Paul Gilchrist and Daniela Giorgi from subtlenuance presented the finalists, and excerpts from each play were presented, much to the delight of attendees. The winner of this year’s Silver Gull Play Award – valued at $2000 – was then announced: congratulations to Joanna Erskine, for her play People Will Think You Don’t Love Me. (Joanna is pictured in the main image above, with Daniela and Paul from subtlenuance).IMG_3967

When asked for a statement about her win, Joanna wrote: “It’s an incredible honour to win The Silver Gull Award. I’m over the moon. This award is about communicating big ideas, perhaps dangerous ideas, questioning our world and the way we live in it. What an incredible way to honour writers and the work we do.
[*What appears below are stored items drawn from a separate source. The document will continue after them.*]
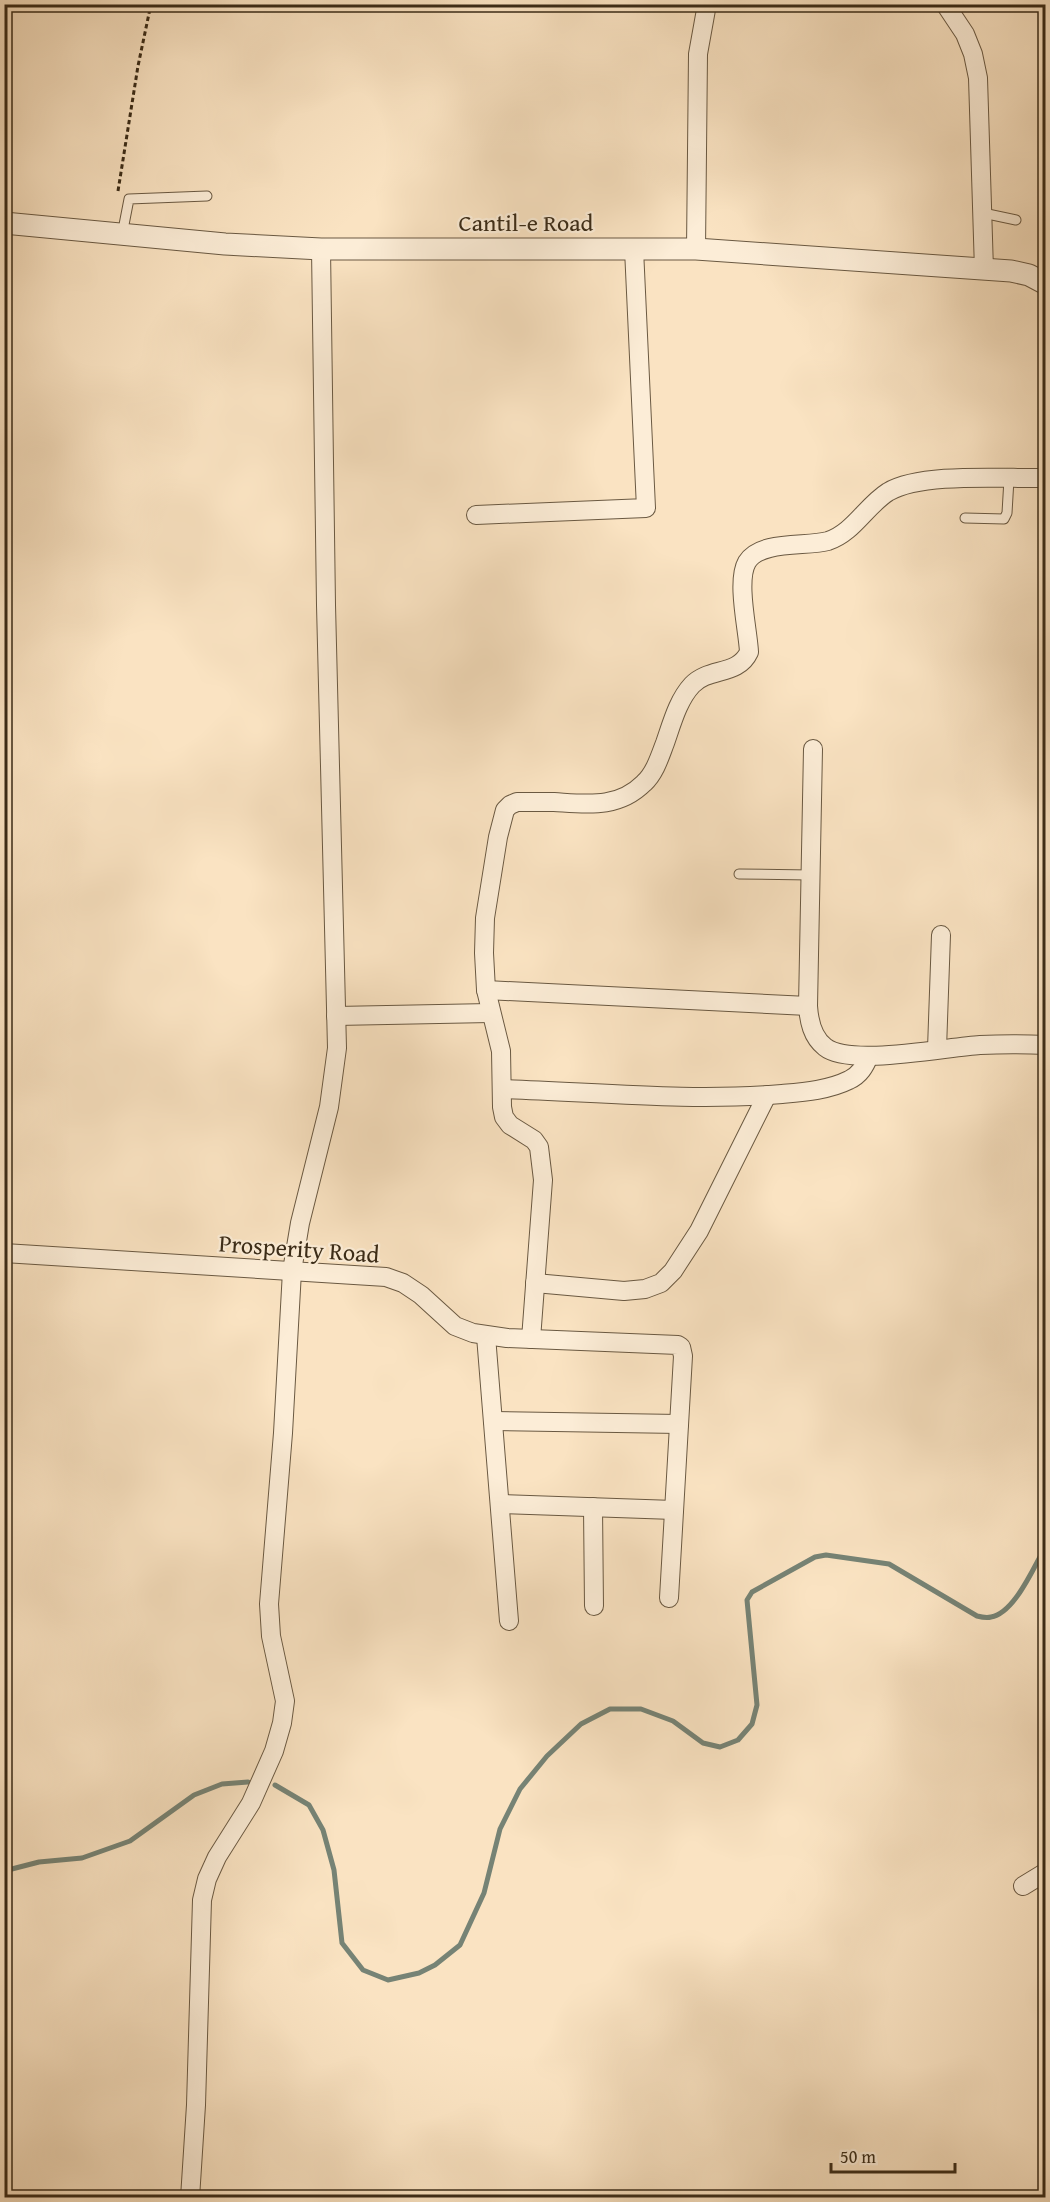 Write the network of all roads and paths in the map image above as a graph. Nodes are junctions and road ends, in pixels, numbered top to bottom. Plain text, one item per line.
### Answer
1 (151, 4) edge
2 (707, 4) edge
3 (945, 4) edge
4 (207, 196) dead end
5 (117, 200) dead end
6 (983, 213) junction
7 (1016, 220) dead end
8 (4, 224) edge
9 (122, 235) junction
10 (321, 249) junction
11 (634, 249) junction
12 (696, 249) junction
13 (984, 270) junction
14 (1046, 284) edge
15 (1046, 478) edge
16 (1010, 479) junction
17 (476, 515) dead end
18 (965, 518) dead end
19 (813, 749) dead end
20 (739, 874) dead end
21 (810, 875) junction
22 (941, 935) dead end
23 (486, 990) junction
24 (807, 1006) junction
25 (490, 1013) junction
26 (336, 1016) junction
27 (1046, 1045) edge
28 (937, 1049) junction
29 (869, 1056) junction
30 (502, 1089) junction
31 (767, 1095) junction
32 (4, 1253) edge
33 (292, 1271) junction
34 (534, 1283) junction
35 (486, 1336) junction
36 (531, 1339) junction
37 (493, 1421) junction
38 (679, 1424) junction
39 (500, 1504) junction
40 (593, 1507) junction
41 (674, 1510) junction
42 (669, 1598) dead end
43 (594, 1606) dead end
44 (509, 1621) dead end
45 (1046, 1872) edge
46 (1023, 1886) dead end
47 (190, 2198) edge

1 - 5 path
2 - 12 street
3 - 6 street
4 - 9 lane
6 - 7 lane
6 - 13 street
8 - 9 street, Cantil-e Road
9 - 10 street, Cantil-e Road
10 - 11 street, Cantil-e Road
10 - 26 street
11 - 12 street, Cantil-e Road
11 - 17 street
12 - 13 street, Cantil-e Road
13 - 14 street, Cantil-e Road
15 - 16 street
16 - 18 lane
16 - 23 street
19 - 21 street
20 - 21 lane
21 - 24 street
22 - 28 street
23 - 24 street
23 - 25 street
24 - 29 street
25 - 26 street
25 - 30 street
26 - 33 street
27 - 28 street
28 - 29 street
29 - 31 street
30 - 31 street
30 - 34 street
31 - 34 street
32 - 33 street, Prosperity Road
33 - 35 street, Prosperity Road
33 - 47 street
34 - 36 street
35 - 36 street, Prosperity Road
35 - 37 street
36 - 38 street, Prosperity Road
37 - 38 street
37 - 39 street
38 - 41 street
39 - 40 street
39 - 44 street
40 - 41 street
40 - 43 street
41 - 42 street
45 - 46 street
Thank you to Paul and Daniela of subtlenuance for their work in championing and respecting the playwright. I hope all shortlisted plays are staged soon – these are the issues and ideas writers are concerned with, and that audiences need to see.”

The other finalists of the 2016 Silver Gull Play Award are listed below:

A Matter of Life and Death by John A D Fraser

This, This is Mine by Duncan Ragg (keep an eye out, this one’s already going to be produced! It opens on 14th Sept…)

The Ink Trail by Louis Klee

I sat and waited but you were gone too long by Olivia Satchell

The quality of writing among the finalists was outstanding across the board, and we at Theatre Now hope to see each and every one of these plays produced soon in Sydney. They all touched on important issues and ideas facing us in the world we live in, now. Paul Gilchrist said, in his introduction on the night, “sometimes acknowledging a problem is solution enough”. The playwright can only play his or her part in changing the world: acknowledge the problem. But only through acknowledging the problem can we incite action. This award is an important reminder of how vital it is to keep our artistic community alive.